Plasmid Construction and Dual-Luciferase Reporter Assay

The large yellow croaker pparγ was cloned into the pCS2 + vector (Invitrogen) ( Table 1 ). The IL1β promoter plasmid (pGL6-IL1β) and IL6 promoter plasmid (pGL6-IL6) were stored in our laboratory. The sequences of IL1β promoter and IL6 promoter were shown in Supplementary Figures 1 and 2 , respectively.

In dual-luciferase reporter assay, the activity of firefly luciferase reporter gene (pGL6-IL1β and pGL6-IL6) was detected by using luciferin as substrate, and then the activity of renilla luciferasel reporter gene was detected by using coelenterazine as substrate when the firefly luciferase was quenched.

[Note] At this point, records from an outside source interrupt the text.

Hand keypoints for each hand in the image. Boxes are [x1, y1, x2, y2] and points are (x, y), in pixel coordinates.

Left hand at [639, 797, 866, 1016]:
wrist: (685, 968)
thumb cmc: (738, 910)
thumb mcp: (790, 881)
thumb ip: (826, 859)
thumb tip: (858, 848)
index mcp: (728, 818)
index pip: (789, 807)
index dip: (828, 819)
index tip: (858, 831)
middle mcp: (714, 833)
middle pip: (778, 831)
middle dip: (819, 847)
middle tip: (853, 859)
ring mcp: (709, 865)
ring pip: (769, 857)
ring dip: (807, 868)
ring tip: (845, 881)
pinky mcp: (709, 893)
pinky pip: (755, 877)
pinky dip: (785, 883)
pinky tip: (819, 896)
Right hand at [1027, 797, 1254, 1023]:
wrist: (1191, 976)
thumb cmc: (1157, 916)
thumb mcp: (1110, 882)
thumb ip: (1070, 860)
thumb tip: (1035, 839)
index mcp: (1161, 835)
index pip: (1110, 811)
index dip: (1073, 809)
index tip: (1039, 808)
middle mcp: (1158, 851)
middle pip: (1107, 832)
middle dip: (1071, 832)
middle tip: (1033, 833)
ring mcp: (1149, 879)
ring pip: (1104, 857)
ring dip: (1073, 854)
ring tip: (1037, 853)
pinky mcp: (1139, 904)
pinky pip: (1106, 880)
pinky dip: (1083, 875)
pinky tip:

The ratio of the two luciferases was the reporter promoter activity. Before the luciferase assay, HEK293T cells were seeded into 24-well plates. We used EZ Trans Plus cell transfection reagent (LIFE iLAB BIO, China) to transfect the reporter plasmids (pGL6-IL1β, pGL6-IL6), transcription factor plasmids (pCS2-PPARγ), and pRT-TK renilla luciferase plasmids into HEK293T cells. The activity of the firefly luciferase reporter gene and the renilla luciferase reporter gene were measured on the microplate reader using TransDetect^® Double-Luciferase Reporter Assay Kit (Transgene Biotech, China). The ratio of the two readings was the fluorescence value after correcting the number of cells. The experiment was repeated four times.